2013/5527

TÜRKİYE CUMHURİYETİ

ANAYASA MAHKEMESİ

 

 

BİRİNCİ BÖLÜM

 

KARAR

 

ŞABAN KARAMAN BAŞVURUSU

(Başvuru Numarası: 2013/5527)

 

Karar Tarihi: 13/4/2016

 

BİRİNCİ BÖLÜM

 

KARAR

 

 

 

 

Başkan

:

Burhan ÜSTÜN

Üyeler

:

Nuri NECİPOĞLU

 

 

Erdal TERCAN

 

 

Kadir ÖZKAYA

 

 

Rıdvan GÜLEÇ

Raportör Yrd.

:

Gökçe GÜLTEKİN

Başvurucu

:

Şaban KARAMAN

Vekili

:

Av. Murat SADAK

 

I. BAŞVURUNUN KONUSU

1. Başvuru, terör olayı nedeniyle köyü terk etmeye mecbur kalınması sonucu 17/7/2004 tarihli ve 5233 sayılı Terör ve Terörle Mücadeleden Doğan Zararların Karşılanması Hakkında Kanun kapsamında yapılan başvurunun sulhname imzalandığı gerekçesiyle kabul edilmemesi üzerine açılan davanın süre aşımından reddedilmesi nedeniyle mahkemeye erişim hakkının ihlal edildiği iddiasına ilişkindir.

II. BAŞVURU SÜRECİ

2. Başvuru 16/7/2013 tarihinde İstanbul 8. Asliye Hukuk Mahkemesi vasıtasıyla yapılmıştır. Başvuru formları ve eklerinin idari yönden yapılan ön incelemesi neticesinde başvurunun Komisyona sunulmasına engel teşkil edecek bir eksikliğinin bulunmadığı tespit edilmiştir.

3. Birinci Bölüm Üçüncü Komisyonunca 5/11/2015 tarihinde, başvurunun kabul edilebilirlik incelemesinin Bölüm tarafından yapılmasına karar verilmiştir.

III. OLAY VE OLGULAR

A. Olaylar

4. Başvuru formu ve eklerinde ifade edildiği şekliyle ilgili olaylar özetle şöyledir:

5.Başvurucu 26/5/2006 tarihinde 5233 sayılı Kanun kapsamına giren zararının karşılanması talebiyle Diyarbakır Valiliği Zarar Tespit Komisyonuna (Komisyon) başvurmuştur.

6.1/8/2007 tarihli ve 2007/1-5303 sayılı Zarar Tespit Komisyonu kararında "... yapılan müracaatın 2004/7955 sayılı Yönetmelik hükümlerine uygun olması nedeniyle müracaatçıya; ahşap taş duvarlı ev için 5.358 TL, yığma kargir ahır için 3.412,53 TL, kerpiç ve diğer basit bina tandırlık için 656,10 TL, yonca (sulu) ağaç için 10.780 TL, karışık sebze ağaç için 1.489,60 TL,buğday ağaç için 1.575 TL, elma ağaç için 182 TL, armut ağaç için 77 TL, erik ağaç için 112 TL mal varlığına ulaşamama nedeniyle oluşan zararı için toplam 23.642,23 TL ödenmesine" karar verilmiştir.

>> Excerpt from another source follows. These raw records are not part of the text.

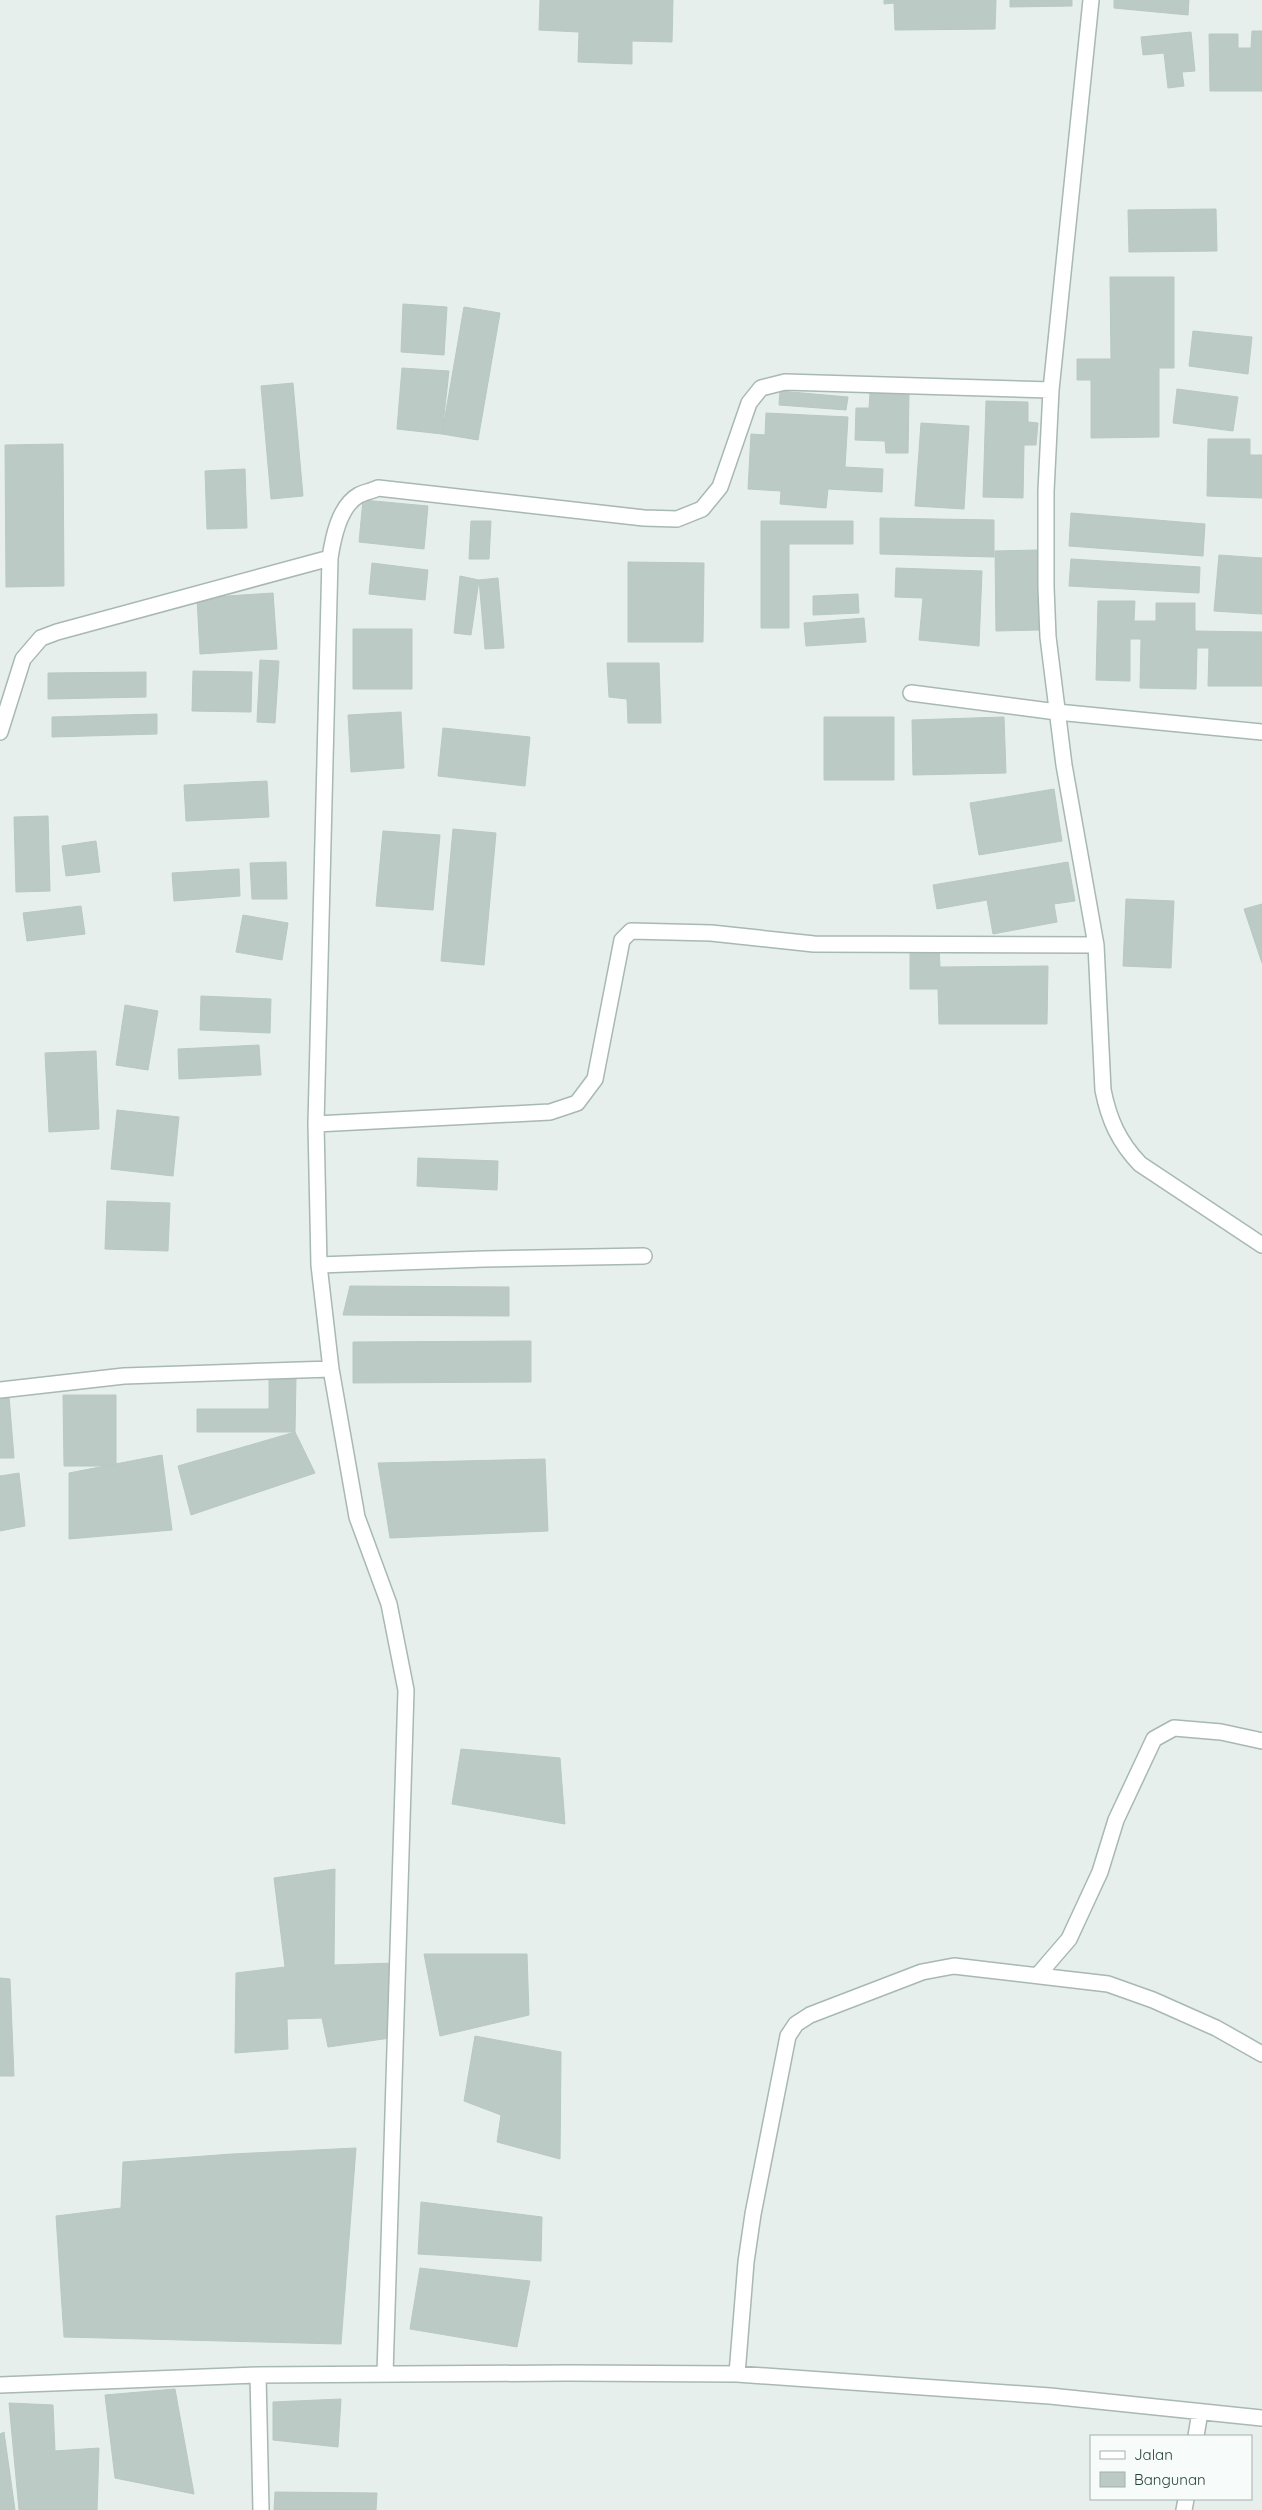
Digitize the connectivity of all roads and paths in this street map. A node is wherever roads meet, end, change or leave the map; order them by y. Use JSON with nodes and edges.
{"nodes":[{"id":1,"x":1091,"y":0,"type":"edge"},
{"id":2,"x":1051,"y":390,"type":"junction"},
{"id":3,"x":330,"y":558,"type":"junction"},
{"id":4,"x":911,"y":693,"type":"dead end"},
{"id":5,"x":1057,"y":712,"type":"junction"},
{"id":6,"x":0,"y":732,"type":"edge"},
{"id":7,"x":1262,"y":732,"type":"edge"},
{"id":8,"x":1096,"y":945,"type":"junction"},
{"id":9,"x":316,"y":1124,"type":"junction"},
{"id":10,"x":1262,"y":1245,"type":"edge"},
{"id":11,"x":644,"y":1256,"type":"dead end"},
{"id":12,"x":319,"y":1265,"type":"junction"},
{"id":13,"x":331,"y":1370,"type":"junction"},
{"id":14,"x":0,"y":1390,"type":"edge"},
{"id":15,"x":1262,"y":1741,"type":"edge"},
{"id":16,"x":1038,"y":1975,"type":"junction"},
{"id":17,"x":1262,"y":2054,"type":"edge"},
{"id":18,"x":385,"y":2374,"type":"junction"},
{"id":19,"x":737,"y":2374,"type":"junction"},
{"id":20,"x":258,"y":2376,"type":"junction"},
{"id":21,"x":0,"y":2385,"type":"edge"},
{"id":22,"x":1200,"y":2412,"type":"junction"},
{"id":23,"x":1262,"y":2418,"type":"edge"},
{"id":24,"x":1196,"y":2435,"type":"edge"},
{"id":25,"x":261,"y":2510,"type":"edge"}],
"edges":[{"from":1,"to":2,"type":"street"},
{"from":2,"to":3,"type":"street"},
{"from":2,"to":5,"type":"street"},
{"from":3,"to":6,"type":"street"},
{"from":3,"to":9,"type":"street"},
{"from":4,"to":5,"type":"street"},
{"from":5,"to":7,"type":"street"},
{"from":5,"to":8,"type":"street"},
{"from":8,"to":9,"type":"street"},
{"from":8,"to":10,"type":"street"},
{"from":9,"to":12,"type":"street"},
{"from":11,"to":12,"type":"street"},
{"from":12,"to":13,"type":"street"},
{"from":13,"to":14,"type":"street"},
{"from":13,"to":18,"type":"street"},
{"from":15,"to":16,"type":"street"},
{"from":16,"to":17,"type":"street"},
{"from":16,"to":19,"type":"street"},
{"from":18,"to":19,"type":"street"},
{"from":18,"to":20,"type":"street"},
{"from":19,"to":22,"type":"street"},
{"from":20,"to":21,"type":"street"},
{"from":20,"to":25,"type":"street"},
{"from":22,"to":23,"type":"street"},
{"from":22,"to":24,"type":"street"}]}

7. Zarar Tespit Komisyonu kararı akabinde 5233 sayılı Kanun’un 12. maddesi gereğince davet yazısı ile birlikte sulhname örneği başvurucu vekiline gönderilmiştir.

8. “Yukarıda ayni/nakdi olarak belirtilen zararımın/zararlarımın karşılanması sonucunda, Komisyonun tespitine esas olay ile ilgili olarak uğradığım zararımın tamamının karşılanmış olduğunu kabul ve taahhüt ederim.” beyanını içeren sulhname 5/9/2007 tarihinde başvurucu vekili tarafından imzalanmıştır.

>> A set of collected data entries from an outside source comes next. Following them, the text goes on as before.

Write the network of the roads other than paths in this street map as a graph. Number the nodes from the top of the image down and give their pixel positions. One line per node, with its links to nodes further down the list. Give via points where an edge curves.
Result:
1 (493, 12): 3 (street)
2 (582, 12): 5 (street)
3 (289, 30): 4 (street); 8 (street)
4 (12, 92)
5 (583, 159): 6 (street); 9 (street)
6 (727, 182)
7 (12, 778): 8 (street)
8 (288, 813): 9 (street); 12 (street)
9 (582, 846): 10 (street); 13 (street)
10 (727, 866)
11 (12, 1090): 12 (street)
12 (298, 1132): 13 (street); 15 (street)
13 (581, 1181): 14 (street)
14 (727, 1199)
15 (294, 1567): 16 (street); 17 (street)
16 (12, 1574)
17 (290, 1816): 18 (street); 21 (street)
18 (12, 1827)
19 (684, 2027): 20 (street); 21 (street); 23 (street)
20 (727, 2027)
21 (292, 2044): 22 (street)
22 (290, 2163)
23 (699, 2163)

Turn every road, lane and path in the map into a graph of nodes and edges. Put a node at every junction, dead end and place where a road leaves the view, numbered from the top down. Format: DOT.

9. Başvurucu, Komisyon kararında hükmedilen miktarın gerçek zararını karşılamadığından bahisle 11/8/2008 tarihinde tekrar Komisyona başvurmuştur.

10. Komisyonun 9/9/2008 tarihli yazısıyla başvurucuya vekili tarafından sulhnamenin kabul edildiği, Komisyonca herhangi bir işlem yapılamayacağıbildirilmiştir.

11. Başvurucu,sulhnameyi imzalayan vekilini azlettiğini belirterek 11/8/2008 tarihli dilekçesinin yeniden gözden geçirilmesi istemiyle 30/4/2009 tarihinde tekrar Komisyona başvurmuştur.

12. Başvurucu 30/4/2009 tarihli talebine Komisyon tarafından cevap verilmemesi üzerine Komisyona yaptığı başvurunun kısmen kabulüne ilişkin işlemin iptali ile 100.000 TL zararının tazmini istemiyle 11/8/2009 tarihinde Van 2. İdare Mahkemesinde dava açmıştır.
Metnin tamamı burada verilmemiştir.